Continued Top Line Growth and Sequential Improvement in
Profitability RICHMOND, Va., Feb. 9 /PRNewswire-FirstCall/ --
Cadmus Communications Corporation (NASDAQ:CDMS) today announced
results for its second quarter of fiscal 2007. Net sales were
$116.0 million on a consolidated basis, up 8% from $107.3 million
in the first quarter of fiscal 2007, and up 2% from $114.2 million
in last year's second quarter. Operating income was $3.8 million,
loss from continuing operations was $1.3 million, and net loss was
$1.3 million, or a loss of $0.14 per share assuming dilution, for
the second quarter of fiscal 2007, compared to operating income of
$5.2 million, income from continuing operations of $1.1 million,
and net income of $1.1 million, or $0.12 per share assuming
dilution, in the second quarter of fiscal 2006. Included in the
results for the second quarter of fiscal 2007 are merger- related
costs of approximately $2.6 million, or $0.28 per share net of tax,
in connection with the Company's previously announced agreement of
merger with Cenveo, Inc., pursuant to which Cadmus will become an
indirect, wholly owned subsidiary of Cenveo, and approximately $0.2
million, or $0.01 per share net of tax, of restructuring and other
charges.
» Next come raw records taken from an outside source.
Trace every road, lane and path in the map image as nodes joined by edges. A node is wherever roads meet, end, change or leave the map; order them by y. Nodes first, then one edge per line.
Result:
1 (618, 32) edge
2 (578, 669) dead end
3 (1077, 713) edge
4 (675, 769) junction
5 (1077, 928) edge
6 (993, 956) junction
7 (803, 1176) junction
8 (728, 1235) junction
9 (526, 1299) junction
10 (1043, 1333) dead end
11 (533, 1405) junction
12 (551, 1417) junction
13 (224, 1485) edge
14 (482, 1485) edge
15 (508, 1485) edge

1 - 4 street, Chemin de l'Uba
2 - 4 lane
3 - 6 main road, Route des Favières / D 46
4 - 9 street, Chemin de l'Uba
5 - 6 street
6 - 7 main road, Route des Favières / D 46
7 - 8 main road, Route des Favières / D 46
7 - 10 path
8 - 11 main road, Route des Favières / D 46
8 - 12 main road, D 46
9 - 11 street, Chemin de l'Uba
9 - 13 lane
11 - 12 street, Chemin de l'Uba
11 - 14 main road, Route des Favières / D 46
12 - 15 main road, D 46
The results for the second quarter of fiscal 2006 included
$1.5 million, or $0.09 per share net of tax, of restructuring and
other charges. Adjusted for the impact of these items(1), (i)
adjusted operating income was $6.5 million for the second quarter
of fiscal 2007 compared to $4.5 million for the first quarter of
fiscal 2007(2), and $6.7 million for the second quarter of last
year, (ii) adjusted income per share was $0.15 for the second
quarter of fiscal 2007 compared to a loss of $(0.02) per share for
the first quarter of fiscal 2007(3), and income of $0.21 per share
in last year's second quarter, and (iii) Adjusted EBITDA(4) was
$11.6 million for the second quarter of fiscal 2007, up from $9.1
million in the first quarter of fiscal 2007, and up slightly from
$11.5 million in last year's second quarter. Operating highlights
for the second quarter of fiscal 2007 were as follows: -- Net sales
for the Publisher Services segment increased 3% to $94.9 million
from $92.2 million in the prior year second quarter; -- Content
services sales within the Publisher Services segment rose 10% and
print services sales within the Publisher Services segment rose 2%
compared to prior year second quarter; -- Specialty Packaging net
sales decreased 4% to $21.2 million; however operating margins
improved to 9.1% from 8.6% in last year's second quarter; -- Total
debt increased by $4.6 million (excluding the fair market value of
interest rate swap agreements) from September 30, 2006, as the
Company paid its semi-annual interest payment on the senior
subordinated notes, incurred approximately $4.4 million in capital
expenditures during the quarter and saw increases in accounts
receivable and inventory; and -- Adjusted EBITDA(4) was $11.6
million for the second quarter of fiscal 2007 up slightly from last
year. Bruce V. Thomas, president and chief executive officer,
remarked, "We are pleased with the sequential improvement
throughout our operations from the first quarter of fiscal 2007.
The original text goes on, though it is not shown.